§ **Information**:

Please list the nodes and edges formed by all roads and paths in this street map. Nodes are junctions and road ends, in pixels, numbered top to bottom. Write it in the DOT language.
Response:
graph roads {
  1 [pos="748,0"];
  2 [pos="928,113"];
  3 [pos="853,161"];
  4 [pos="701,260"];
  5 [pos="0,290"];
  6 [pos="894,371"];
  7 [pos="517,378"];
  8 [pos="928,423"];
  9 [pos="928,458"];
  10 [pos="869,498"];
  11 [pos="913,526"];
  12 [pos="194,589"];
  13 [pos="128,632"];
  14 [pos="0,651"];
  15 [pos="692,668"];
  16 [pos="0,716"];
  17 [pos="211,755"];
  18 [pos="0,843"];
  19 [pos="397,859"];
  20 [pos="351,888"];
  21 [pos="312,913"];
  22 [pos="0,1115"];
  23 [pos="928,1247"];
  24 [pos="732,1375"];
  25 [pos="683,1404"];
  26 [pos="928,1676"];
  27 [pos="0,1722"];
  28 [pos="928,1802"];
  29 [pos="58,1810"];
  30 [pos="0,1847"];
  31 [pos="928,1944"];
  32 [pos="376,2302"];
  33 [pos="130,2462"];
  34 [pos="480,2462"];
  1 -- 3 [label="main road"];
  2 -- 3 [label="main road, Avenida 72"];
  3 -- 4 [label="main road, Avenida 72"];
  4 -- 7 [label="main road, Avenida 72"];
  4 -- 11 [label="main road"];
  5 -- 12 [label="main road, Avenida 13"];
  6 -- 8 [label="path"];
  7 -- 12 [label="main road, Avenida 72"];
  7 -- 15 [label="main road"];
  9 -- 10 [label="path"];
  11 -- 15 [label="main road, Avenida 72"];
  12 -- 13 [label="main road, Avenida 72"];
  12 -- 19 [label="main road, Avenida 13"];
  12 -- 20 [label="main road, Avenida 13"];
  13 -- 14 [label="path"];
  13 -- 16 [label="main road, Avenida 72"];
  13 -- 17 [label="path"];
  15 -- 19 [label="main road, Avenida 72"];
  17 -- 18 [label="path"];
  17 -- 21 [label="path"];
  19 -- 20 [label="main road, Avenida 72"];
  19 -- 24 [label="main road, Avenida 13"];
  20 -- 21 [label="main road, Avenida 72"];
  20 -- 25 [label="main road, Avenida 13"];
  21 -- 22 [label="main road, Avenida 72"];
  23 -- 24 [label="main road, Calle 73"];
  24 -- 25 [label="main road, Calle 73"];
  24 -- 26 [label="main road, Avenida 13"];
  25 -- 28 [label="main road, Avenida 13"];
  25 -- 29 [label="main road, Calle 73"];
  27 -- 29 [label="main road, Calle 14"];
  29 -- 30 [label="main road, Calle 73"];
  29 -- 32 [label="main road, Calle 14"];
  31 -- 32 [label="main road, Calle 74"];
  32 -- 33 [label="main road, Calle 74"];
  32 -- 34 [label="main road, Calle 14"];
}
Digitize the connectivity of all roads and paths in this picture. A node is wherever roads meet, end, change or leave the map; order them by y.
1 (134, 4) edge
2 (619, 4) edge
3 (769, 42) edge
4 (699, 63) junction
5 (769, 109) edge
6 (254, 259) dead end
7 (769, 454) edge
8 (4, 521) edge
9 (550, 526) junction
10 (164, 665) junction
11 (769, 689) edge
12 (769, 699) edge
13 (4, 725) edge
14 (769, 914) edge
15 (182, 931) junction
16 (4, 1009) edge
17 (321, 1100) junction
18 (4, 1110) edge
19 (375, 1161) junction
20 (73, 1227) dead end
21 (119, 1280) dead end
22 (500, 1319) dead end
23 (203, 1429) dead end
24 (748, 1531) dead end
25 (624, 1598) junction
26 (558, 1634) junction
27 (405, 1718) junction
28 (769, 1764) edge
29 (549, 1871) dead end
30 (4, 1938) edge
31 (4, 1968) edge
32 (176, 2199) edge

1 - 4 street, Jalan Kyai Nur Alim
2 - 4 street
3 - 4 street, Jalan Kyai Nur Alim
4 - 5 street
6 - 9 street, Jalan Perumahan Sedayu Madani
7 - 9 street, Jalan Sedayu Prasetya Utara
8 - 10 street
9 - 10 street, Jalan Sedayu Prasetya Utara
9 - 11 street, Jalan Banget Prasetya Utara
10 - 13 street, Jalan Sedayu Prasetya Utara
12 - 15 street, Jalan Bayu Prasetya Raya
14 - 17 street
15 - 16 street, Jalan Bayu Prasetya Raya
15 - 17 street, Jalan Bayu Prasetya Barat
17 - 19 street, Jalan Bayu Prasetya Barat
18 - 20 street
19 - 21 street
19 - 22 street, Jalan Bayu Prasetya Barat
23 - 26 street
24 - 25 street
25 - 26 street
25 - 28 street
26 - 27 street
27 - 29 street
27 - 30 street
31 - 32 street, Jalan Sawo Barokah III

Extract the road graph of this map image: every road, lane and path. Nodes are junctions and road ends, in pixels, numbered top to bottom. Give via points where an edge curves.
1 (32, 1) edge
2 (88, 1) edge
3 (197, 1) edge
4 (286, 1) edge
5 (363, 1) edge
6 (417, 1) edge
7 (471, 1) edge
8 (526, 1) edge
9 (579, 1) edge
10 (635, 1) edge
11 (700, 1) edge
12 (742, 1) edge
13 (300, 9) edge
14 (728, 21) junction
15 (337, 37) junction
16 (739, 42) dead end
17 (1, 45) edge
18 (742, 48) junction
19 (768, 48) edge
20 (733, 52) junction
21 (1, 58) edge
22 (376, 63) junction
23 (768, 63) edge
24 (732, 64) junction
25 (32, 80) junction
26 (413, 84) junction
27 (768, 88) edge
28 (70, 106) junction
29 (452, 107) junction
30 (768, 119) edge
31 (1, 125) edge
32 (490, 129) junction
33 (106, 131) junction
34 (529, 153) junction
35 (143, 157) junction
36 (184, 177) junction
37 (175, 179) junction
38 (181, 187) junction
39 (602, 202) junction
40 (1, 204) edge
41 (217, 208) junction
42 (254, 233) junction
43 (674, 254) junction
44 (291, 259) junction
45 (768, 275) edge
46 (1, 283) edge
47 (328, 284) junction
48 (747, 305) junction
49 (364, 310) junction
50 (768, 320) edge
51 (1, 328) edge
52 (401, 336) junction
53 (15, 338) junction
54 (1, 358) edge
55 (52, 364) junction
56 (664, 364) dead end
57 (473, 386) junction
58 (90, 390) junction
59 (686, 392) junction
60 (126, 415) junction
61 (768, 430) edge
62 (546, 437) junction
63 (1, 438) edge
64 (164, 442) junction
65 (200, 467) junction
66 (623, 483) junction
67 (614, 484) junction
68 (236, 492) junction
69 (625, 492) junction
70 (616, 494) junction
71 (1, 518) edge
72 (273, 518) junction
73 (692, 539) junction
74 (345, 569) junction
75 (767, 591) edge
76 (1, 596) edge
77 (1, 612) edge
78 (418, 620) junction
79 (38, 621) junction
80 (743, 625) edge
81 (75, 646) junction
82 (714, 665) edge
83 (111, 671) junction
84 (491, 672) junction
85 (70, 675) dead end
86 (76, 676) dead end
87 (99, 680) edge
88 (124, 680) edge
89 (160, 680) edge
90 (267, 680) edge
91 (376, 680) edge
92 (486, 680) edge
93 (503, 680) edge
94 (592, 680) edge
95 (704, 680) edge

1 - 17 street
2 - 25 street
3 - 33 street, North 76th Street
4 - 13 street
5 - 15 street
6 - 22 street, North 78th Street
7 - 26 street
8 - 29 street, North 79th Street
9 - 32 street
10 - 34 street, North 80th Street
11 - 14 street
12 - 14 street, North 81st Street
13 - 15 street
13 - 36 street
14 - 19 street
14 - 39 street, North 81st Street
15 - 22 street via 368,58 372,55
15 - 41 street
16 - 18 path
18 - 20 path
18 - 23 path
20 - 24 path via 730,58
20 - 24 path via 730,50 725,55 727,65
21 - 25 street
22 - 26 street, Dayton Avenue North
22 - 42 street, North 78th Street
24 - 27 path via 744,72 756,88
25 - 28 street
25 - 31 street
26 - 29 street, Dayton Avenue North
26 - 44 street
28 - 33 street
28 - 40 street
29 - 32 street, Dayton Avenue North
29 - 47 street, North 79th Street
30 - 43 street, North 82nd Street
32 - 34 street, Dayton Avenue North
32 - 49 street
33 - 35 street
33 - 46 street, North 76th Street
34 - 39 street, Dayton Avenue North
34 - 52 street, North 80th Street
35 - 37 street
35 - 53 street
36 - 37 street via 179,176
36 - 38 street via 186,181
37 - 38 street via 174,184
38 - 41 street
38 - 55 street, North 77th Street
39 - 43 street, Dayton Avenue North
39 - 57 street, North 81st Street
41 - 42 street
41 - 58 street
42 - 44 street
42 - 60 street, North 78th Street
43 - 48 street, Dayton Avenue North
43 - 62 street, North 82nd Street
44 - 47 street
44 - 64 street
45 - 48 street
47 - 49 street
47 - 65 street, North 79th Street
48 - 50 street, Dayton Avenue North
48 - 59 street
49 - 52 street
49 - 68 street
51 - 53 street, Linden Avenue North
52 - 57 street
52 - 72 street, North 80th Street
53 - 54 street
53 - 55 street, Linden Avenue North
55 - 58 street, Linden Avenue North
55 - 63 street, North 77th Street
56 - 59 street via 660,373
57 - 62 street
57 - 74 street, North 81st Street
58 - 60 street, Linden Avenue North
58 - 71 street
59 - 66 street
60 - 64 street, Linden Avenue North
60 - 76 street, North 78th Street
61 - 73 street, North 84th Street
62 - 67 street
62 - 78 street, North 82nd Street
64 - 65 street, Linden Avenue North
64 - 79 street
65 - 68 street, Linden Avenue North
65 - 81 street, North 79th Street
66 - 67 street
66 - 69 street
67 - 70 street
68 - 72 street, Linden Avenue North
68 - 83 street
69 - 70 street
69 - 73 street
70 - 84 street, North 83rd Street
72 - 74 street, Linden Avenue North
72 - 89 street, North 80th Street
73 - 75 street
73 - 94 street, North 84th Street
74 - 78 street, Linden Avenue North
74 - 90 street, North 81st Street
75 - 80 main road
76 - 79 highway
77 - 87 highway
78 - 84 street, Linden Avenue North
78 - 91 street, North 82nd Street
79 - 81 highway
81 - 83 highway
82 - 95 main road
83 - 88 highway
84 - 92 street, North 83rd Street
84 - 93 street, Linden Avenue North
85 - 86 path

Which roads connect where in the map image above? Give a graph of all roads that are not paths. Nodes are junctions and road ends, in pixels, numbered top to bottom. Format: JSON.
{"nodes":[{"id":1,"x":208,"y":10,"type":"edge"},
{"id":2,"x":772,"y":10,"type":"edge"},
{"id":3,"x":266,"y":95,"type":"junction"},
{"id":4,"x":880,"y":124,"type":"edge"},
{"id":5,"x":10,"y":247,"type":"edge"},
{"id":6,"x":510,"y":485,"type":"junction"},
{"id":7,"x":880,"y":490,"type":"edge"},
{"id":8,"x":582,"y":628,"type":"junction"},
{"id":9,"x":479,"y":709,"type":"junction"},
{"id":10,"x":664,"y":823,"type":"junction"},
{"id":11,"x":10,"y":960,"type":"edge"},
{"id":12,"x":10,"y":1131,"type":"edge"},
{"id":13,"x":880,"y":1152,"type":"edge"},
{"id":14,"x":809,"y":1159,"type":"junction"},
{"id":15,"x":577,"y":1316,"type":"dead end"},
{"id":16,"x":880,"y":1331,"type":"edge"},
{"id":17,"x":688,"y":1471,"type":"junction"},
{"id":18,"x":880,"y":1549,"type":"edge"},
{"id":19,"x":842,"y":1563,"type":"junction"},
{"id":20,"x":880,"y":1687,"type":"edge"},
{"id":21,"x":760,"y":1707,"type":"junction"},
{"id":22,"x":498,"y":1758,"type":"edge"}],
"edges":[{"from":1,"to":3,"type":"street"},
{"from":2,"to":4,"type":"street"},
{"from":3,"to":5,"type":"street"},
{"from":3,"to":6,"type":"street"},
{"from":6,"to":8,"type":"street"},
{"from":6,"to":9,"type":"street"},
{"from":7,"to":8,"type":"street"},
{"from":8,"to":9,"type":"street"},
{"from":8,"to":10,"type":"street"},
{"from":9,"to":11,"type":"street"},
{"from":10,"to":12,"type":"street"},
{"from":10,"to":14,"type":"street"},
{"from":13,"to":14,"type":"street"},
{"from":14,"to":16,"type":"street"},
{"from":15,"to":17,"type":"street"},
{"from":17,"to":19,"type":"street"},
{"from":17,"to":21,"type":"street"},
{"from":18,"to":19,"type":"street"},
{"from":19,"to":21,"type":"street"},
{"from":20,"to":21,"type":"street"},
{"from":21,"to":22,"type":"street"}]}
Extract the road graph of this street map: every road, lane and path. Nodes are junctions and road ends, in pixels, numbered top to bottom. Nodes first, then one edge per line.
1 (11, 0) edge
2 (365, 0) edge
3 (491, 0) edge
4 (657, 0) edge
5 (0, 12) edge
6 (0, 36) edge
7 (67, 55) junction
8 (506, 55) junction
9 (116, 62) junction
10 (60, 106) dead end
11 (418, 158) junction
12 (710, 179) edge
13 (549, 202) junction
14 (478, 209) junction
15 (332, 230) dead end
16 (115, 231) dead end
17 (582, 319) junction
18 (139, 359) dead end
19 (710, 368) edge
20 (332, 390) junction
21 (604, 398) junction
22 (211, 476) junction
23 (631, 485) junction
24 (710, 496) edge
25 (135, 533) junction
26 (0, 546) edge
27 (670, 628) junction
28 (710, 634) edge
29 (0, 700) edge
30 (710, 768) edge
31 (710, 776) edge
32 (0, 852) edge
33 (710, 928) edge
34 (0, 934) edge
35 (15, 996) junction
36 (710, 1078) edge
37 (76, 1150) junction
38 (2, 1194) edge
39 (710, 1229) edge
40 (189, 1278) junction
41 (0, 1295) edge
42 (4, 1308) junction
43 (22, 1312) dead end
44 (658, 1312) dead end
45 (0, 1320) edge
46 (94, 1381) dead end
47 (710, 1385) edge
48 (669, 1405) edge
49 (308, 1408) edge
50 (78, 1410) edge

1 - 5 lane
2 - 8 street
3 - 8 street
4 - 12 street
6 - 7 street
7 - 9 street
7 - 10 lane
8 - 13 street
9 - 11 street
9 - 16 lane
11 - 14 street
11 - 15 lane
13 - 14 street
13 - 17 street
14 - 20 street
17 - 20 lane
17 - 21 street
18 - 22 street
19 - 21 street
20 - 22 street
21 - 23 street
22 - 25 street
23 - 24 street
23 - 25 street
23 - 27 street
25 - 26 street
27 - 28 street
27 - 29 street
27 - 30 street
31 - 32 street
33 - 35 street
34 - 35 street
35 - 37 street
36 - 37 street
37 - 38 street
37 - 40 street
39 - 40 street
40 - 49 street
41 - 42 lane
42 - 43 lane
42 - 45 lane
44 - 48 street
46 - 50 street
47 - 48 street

§ **Task statement**: Pull every line with the word "Bayu" from the data.

§ **Written answer**:
12 - 15 street, Jalan Bayu Prasetya Raya
15 - 16 street, Jalan Bayu Prasetya Raya
15 - 17 street, Jalan Bayu Prasetya Barat
17 - 19 street, Jalan Bayu Prasetya Barat
19 - 22 street, Jalan Bayu Prasetya Barat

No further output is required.